* _WHAT YOU WILL DO_: Look through the records and copy every line in which "Aubrey" appears.
***** RECORD EXCERPTS
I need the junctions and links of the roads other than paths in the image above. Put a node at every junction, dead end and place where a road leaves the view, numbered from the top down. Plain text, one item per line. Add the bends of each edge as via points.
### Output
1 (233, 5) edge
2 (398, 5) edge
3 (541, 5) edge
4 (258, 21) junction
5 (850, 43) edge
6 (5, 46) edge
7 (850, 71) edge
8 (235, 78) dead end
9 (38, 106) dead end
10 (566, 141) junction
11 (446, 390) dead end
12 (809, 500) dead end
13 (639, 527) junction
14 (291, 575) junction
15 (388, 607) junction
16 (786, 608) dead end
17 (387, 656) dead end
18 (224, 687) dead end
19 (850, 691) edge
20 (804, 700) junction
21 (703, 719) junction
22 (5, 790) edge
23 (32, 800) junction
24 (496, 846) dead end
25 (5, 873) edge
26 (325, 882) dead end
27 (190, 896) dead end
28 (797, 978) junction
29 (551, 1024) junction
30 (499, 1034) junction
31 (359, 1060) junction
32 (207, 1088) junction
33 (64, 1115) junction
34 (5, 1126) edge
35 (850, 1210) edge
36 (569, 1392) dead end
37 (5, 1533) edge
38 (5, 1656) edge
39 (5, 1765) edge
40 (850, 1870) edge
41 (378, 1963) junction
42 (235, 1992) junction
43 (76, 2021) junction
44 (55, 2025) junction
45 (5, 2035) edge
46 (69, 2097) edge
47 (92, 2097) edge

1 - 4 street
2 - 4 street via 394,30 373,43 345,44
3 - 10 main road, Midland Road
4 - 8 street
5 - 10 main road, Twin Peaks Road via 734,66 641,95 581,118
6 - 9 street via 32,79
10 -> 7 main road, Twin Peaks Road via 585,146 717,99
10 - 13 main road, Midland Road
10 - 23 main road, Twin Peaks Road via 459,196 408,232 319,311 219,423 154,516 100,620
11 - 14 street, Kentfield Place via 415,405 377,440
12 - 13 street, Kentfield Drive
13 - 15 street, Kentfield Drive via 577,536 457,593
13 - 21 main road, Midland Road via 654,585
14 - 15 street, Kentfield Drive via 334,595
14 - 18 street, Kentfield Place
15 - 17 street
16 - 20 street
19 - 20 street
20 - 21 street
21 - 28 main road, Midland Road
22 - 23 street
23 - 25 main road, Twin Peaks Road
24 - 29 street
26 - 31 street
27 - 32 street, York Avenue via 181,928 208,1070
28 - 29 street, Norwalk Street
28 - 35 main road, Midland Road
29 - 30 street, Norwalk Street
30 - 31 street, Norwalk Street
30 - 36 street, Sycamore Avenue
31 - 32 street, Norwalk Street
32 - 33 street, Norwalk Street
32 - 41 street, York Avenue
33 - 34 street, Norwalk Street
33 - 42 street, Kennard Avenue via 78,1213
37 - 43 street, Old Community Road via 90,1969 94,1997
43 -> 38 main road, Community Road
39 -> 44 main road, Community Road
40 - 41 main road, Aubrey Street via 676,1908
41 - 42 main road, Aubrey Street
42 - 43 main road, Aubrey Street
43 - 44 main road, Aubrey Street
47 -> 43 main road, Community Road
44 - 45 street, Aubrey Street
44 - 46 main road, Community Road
**********
* _OUTPUT BELOW_:
40 - 41 main road, Aubrey Street via 676,1908
41 - 42 main road, Aubrey Street
42 - 43 main road, Aubrey Street
43 - 44 main road, Aubrey Street
44 - 45 street, Aubrey Street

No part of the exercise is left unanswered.